__Description of the task__. A faithful copy is required of the lines from the top of the entries through the line that contains "extern sk_sp<SkFontMgr> fontMgr;", both included, with no pictures.

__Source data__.
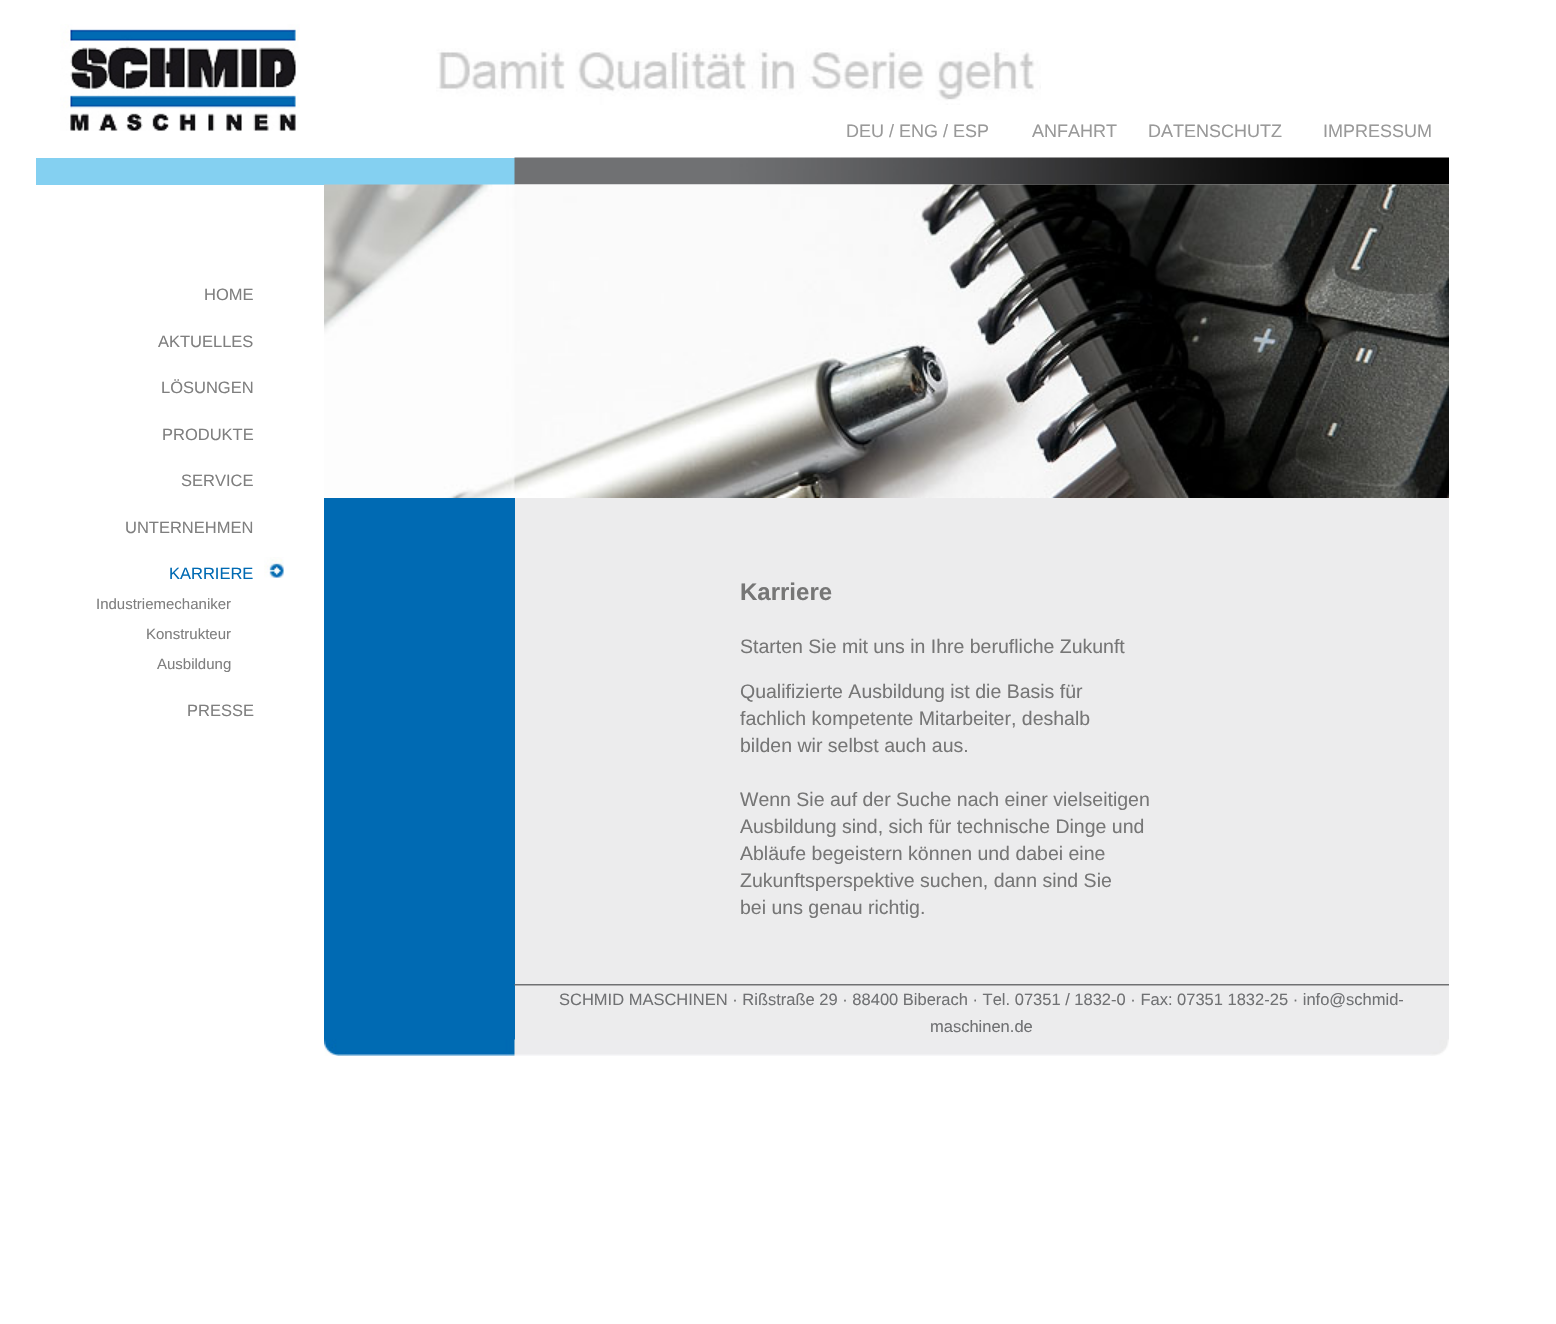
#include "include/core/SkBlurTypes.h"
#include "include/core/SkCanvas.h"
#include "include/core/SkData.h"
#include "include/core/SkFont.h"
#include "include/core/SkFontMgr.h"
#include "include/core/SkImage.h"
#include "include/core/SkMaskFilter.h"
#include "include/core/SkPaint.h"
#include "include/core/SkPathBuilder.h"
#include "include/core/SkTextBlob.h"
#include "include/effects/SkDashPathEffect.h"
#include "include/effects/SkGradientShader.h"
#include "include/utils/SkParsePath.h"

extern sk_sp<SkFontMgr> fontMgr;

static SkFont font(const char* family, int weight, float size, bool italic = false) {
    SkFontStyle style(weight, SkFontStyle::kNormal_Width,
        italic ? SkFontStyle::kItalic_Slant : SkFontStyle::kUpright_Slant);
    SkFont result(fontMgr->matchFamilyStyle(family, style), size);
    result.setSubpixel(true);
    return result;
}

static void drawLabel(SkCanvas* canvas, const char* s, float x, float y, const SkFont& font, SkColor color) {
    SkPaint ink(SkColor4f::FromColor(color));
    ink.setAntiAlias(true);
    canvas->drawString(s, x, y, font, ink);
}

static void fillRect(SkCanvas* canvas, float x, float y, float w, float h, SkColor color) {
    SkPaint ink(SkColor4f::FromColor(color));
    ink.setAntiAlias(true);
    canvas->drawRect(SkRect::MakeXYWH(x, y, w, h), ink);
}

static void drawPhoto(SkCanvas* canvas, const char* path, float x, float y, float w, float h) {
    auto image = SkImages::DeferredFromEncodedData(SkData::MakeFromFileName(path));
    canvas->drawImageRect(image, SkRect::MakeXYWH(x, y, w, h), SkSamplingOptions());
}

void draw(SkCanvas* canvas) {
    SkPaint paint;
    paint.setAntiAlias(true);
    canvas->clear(0xFFFFFFFF);
    drawPhoto(canvas, "assets/img1.png", 60, 24, 240, 107);
    drawPhoto(canvas, "assets/img2.png", 436, 48, 605, 57);
    SkFont font1 = font("Liberation Sans", 400, 18);
    drawLabel(canvas, "DEU / ENG / ESP", 846, 137, font1, 0xFF999999);
    drawLabel(canvas, "ANFAHRT", 1032, 137, font1, 0xFF999999);
    drawLabel(canvas, "DATENSCHUTZ", 1148, 137, font1, 0xFF999999);
    drawLabel(canvas, "IMPRESSUM", 1323, 137, font1, 0xFF999999);
    fillRect(canvas, 36, 158, 479, 27, 0xFF84D0F1);
    drawPhoto(canvas, "assets/img3.png", 514, 157, 935, 28);
    SkFont font2 = font("Liberation Sans", 400, 16.5f);
    drawLabel(canvas, "HOME", 204, 300, font2, 0xFF7F7F7F);
    drawLabel(canvas, "AKTUELLES", 158, 347, font2, 0xFF7F7F7F);
    drawLabel(canvas, "LÖSUNGEN", 161, 393, font2, 0xFF7F7F7F);
    drawLabel(canvas, "PRODUKTE", 162, 440, font2, 0xFF7F7F7F);
    drawLabel(canvas, "SERVICE", 181, 486, font2, 0xFF7F7F7F);
    drawLabel(canvas, "UNTERNEHMEN", 125, 533, font2, 0xFF7F7F7F);
    drawPhoto(canvas, "assets/img4.png", 264, 557, 20, 21);
    drawLabel(canvas, "KARRIERE", 169, 579, font2, 0xFF006AB3);
    SkFont font3 = font("Liberation Sans", 400, 15);
    drawLabel(canvas, "Industriemechaniker", 96, 609, font3, 0xFF7F7F7F);
    drawLabel(canvas, "Konstrukteur", 146, 639, font3, 0xFF7F7F7F);
    drawLabel(canvas, "Ausbildung", 157, 669, font3, 0xFF7F7F7F);
    drawLabel(canvas, "PRESSE", 187, 716, font2, 0xFF7F7F7F);
    drawPhoto(canvas, "assets/img5.png", 324, 184, 1125, 314);
    fillRect(canvas, 324, 498, 191, 542, 0xFF006AB3);
    fillRect(canvas, 515, 498, 934, 542, 0xFFECECED);
    SkFont font4 = font("Liberation Sans", 700, 24);
    drawLabel(canvas, "Karriere", 740, 600, font4, 0xFF767676);
    SkFont font5 = font("Liberation Sans", 400, 19.5f);
    drawLabel(canvas, "Starten Sie mit uns in Ihre berufliche Zukunft", 740, 653, font5, 0xFF767676);
    drawLabel(canvas, "Qualifizierte Ausbildung ist die Basis für", 740, 698, font5, 0xFF767676);
    drawLabel(canvas, "fachlich kompetente Mitarbeiter, deshalb", 740, 725, font5, 0xFF767676);
    drawLabel(canvas, "bilden wir selbst auch aus.", 740, 752, font5, 0xFF767676);
    drawLabel(canvas, "Wenn Sie auf der Suche nach einer vielseitigen", 740, 806, font5, 0xFF767676);
    drawLabel(canvas, "Ausbildung sind, sich für technische Dinge und", 740, 833, font5, 0xFF767676);
    drawLabel(canvas, "Abläufe begeistern können und dabei eine", 740, 860, font5, 0xFF767676);
    drawLabel(canvas, "Zukunftsperspektive suchen, dann sind Sie", 740, 887, font5, 0xFF767676);
    drawLabel(canvas, "bei uns genau richtig.", 740, 914, font5, 0xFF767676);
    drawPhoto(canvas, "assets/img6.png", 514, 984, 935, 2);
    drawLabel(canvas, "SCHMID MASCHINEN · Rißstraße 29 · 88400 Biberach · Tel. 07351 / 1832-0 · Fax: 07351 1832-25 · info@schmid-", 559, 1005, font2, 0xFF707173);
    drawLabel(canvas, "maschinen.de", 930, 1032, font2, 0xFF707173);
    drawPhoto(canvas, "assets/img7.png", 324, 1039, 1125, 17);
}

__Solution to the problem__.
#include "include/core/SkBlurTypes.h"
#include "include/core/SkCanvas.h"
#include "include/core/SkData.h"
#include "include/core/SkFont.h"
#include "include/core/SkFontMgr.h"
#include "include/core/SkImage.h"
#include "include/core/SkMaskFilter.h"
#include "include/core/SkPaint.h"
#include "include/core/SkPathBuilder.h"
#include "include/core/SkTextBlob.h"
#include "include/effects/SkDashPathEffect.h"
#include "include/effects/SkGradientShader.h"
#include "include/utils/SkParsePath.h"

extern sk_sp<SkFontMgr> fontMgr;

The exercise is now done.